Records contained in a dataset:
=== Section Start ===

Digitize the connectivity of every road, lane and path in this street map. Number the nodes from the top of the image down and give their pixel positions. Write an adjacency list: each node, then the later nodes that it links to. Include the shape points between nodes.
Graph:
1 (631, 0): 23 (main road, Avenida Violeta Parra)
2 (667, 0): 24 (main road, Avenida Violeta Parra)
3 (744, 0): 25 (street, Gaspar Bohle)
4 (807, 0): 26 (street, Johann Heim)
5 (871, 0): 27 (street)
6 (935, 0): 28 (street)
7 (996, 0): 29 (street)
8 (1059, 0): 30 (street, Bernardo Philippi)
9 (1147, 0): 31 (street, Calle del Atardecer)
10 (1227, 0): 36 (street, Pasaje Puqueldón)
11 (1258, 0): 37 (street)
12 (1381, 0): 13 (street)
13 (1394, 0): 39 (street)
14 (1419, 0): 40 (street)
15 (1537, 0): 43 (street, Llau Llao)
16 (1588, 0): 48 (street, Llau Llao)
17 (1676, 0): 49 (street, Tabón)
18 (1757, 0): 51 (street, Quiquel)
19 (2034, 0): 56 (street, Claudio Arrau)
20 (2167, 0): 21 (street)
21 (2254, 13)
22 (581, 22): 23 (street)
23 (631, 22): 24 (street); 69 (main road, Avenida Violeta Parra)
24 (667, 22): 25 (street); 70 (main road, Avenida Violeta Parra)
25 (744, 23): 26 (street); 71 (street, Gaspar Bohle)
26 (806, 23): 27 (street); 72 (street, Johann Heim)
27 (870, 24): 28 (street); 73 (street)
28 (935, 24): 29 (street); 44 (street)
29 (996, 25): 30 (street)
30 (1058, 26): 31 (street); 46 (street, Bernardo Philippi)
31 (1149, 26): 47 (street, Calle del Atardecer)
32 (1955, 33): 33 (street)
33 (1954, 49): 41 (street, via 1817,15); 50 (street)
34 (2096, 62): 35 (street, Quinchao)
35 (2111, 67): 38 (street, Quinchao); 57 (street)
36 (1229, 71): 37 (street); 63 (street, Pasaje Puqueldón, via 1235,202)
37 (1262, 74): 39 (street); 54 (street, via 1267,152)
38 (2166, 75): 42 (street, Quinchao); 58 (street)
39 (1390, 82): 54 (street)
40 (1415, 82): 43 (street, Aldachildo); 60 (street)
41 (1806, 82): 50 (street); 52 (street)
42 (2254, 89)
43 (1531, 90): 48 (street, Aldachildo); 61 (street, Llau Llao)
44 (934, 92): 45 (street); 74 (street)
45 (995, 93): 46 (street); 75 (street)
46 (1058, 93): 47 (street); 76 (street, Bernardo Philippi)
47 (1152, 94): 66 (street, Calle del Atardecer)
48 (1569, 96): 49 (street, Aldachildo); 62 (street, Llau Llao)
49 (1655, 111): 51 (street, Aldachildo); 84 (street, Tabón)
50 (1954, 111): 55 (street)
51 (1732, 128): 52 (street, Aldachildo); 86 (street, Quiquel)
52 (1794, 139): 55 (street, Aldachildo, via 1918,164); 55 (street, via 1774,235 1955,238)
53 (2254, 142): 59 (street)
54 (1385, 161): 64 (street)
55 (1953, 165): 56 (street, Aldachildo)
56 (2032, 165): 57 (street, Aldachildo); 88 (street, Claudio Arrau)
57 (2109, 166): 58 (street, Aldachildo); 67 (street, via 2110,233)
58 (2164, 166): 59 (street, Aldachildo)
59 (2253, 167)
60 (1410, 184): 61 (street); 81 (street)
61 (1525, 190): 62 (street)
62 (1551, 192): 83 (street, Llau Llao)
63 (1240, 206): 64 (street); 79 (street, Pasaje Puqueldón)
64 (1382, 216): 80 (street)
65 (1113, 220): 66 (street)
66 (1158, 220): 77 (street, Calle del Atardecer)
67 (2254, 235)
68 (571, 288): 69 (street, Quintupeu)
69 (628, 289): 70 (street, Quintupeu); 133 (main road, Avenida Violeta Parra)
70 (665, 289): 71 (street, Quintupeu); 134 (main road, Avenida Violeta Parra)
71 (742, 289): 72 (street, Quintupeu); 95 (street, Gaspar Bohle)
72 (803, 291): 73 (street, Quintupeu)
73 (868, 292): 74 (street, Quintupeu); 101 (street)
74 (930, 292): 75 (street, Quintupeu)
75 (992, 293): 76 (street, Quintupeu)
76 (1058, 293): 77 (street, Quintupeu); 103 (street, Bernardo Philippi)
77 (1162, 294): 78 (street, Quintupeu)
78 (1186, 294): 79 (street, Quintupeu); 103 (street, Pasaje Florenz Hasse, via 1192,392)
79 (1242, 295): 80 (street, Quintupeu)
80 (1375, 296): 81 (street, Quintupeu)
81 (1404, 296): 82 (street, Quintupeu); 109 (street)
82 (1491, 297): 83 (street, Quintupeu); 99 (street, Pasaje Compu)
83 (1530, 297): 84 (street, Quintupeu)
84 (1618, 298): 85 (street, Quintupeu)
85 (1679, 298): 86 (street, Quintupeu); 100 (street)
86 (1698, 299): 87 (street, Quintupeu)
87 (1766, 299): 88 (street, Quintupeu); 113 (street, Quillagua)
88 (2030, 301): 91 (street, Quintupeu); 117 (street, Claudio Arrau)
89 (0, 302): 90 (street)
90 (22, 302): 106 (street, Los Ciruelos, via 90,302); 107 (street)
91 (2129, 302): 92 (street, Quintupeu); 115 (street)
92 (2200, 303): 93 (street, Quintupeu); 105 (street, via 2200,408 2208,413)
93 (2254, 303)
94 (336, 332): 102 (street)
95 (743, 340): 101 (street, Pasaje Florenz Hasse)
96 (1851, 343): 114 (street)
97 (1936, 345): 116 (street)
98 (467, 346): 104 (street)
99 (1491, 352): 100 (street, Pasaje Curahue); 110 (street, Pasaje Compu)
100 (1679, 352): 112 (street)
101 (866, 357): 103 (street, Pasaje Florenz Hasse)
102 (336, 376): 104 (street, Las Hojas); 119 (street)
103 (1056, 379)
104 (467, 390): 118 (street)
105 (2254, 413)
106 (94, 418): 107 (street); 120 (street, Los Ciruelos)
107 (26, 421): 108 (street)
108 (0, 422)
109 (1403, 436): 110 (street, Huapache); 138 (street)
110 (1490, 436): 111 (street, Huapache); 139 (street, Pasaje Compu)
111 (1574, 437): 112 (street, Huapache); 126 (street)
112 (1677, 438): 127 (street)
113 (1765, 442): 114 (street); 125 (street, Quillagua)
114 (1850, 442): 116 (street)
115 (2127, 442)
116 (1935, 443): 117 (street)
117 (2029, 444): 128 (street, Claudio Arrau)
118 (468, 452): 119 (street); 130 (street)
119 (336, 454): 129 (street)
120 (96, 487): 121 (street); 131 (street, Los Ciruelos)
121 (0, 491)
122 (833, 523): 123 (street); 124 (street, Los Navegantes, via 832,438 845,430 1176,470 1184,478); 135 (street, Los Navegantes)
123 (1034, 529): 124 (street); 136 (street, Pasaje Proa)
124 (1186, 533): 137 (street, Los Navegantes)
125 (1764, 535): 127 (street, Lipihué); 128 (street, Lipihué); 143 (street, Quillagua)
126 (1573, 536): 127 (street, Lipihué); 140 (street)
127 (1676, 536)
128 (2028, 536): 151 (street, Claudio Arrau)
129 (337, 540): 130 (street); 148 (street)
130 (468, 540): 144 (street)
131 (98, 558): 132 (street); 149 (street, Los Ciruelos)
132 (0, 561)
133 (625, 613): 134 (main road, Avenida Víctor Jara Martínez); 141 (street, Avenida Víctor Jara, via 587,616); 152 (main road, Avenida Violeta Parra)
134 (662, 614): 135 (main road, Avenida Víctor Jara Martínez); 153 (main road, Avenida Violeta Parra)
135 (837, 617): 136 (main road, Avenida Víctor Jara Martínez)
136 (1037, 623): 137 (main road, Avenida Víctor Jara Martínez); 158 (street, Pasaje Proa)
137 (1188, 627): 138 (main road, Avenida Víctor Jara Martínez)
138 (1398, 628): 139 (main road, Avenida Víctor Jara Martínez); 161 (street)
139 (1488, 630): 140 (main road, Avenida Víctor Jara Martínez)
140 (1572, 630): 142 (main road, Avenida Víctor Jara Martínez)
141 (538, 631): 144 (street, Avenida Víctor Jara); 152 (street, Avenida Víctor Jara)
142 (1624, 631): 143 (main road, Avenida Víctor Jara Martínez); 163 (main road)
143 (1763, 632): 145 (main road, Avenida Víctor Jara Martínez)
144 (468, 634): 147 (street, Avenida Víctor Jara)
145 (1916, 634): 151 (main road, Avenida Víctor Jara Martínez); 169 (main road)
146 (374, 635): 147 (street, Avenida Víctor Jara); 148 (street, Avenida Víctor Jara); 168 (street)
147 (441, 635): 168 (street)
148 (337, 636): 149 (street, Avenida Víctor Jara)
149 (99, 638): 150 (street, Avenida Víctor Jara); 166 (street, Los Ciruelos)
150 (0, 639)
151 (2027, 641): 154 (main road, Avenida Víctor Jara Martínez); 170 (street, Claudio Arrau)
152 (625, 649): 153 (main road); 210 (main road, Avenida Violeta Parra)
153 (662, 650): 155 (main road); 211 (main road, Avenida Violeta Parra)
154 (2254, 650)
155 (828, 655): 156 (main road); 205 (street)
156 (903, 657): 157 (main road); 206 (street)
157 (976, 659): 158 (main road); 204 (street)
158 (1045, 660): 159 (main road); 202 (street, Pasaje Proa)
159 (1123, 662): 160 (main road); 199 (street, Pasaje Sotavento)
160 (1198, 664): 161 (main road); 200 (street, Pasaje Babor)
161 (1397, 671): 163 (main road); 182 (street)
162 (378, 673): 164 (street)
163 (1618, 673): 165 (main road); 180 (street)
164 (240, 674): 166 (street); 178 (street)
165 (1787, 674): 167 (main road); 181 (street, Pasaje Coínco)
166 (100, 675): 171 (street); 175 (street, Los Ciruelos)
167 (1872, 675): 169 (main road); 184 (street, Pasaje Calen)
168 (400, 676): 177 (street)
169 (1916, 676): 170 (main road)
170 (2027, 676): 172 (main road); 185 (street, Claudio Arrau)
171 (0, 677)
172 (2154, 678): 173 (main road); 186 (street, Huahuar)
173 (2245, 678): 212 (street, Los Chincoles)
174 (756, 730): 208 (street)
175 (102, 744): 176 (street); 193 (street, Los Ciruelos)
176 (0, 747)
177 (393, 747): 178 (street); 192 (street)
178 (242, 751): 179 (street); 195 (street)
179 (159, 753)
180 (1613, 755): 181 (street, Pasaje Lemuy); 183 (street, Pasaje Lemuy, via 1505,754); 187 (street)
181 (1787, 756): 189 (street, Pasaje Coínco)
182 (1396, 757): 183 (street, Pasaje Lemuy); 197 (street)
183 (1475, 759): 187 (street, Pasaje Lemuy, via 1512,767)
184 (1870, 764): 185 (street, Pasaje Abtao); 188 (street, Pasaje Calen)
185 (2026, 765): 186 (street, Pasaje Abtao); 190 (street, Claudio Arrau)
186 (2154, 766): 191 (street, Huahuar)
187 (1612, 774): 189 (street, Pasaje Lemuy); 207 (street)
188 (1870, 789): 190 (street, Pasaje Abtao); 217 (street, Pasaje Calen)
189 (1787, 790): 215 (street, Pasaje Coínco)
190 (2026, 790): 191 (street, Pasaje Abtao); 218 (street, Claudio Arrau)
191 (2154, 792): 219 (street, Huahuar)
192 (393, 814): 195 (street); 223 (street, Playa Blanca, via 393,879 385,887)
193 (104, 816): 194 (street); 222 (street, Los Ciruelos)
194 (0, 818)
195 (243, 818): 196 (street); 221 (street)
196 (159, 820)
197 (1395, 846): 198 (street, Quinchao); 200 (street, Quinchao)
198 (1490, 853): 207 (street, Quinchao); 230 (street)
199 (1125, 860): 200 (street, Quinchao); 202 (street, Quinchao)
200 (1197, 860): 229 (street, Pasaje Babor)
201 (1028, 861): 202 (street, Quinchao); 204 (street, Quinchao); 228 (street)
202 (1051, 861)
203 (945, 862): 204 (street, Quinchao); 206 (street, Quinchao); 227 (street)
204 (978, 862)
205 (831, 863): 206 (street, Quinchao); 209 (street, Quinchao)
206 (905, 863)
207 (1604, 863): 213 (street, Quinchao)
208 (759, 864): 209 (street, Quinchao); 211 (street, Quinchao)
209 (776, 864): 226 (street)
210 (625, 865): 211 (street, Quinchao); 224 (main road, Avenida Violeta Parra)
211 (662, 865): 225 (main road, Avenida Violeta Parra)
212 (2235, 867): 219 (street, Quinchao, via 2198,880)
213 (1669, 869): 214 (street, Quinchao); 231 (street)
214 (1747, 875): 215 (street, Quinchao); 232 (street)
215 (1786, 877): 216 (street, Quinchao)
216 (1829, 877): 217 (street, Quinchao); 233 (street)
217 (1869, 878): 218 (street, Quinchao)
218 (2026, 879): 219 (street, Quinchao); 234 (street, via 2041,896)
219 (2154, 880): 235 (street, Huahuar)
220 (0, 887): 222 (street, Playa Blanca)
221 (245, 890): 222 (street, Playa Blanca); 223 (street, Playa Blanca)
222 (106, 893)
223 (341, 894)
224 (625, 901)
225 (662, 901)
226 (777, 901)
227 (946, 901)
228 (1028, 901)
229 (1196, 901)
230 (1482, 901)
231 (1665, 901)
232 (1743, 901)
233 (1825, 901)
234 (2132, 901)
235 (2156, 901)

=== Section End ===

WORK REQUEST →
Considering only the data above, return the lines in which "Coínco" occurs.

RESPONSE TO THIS TASK →
165 (1787, 674): 167 (main road); 181 (street, Pasaje Coínco)
181 (1787, 756): 189 (street, Pasaje Coínco)
189 (1787, 790): 215 (street, Pasaje Coínco)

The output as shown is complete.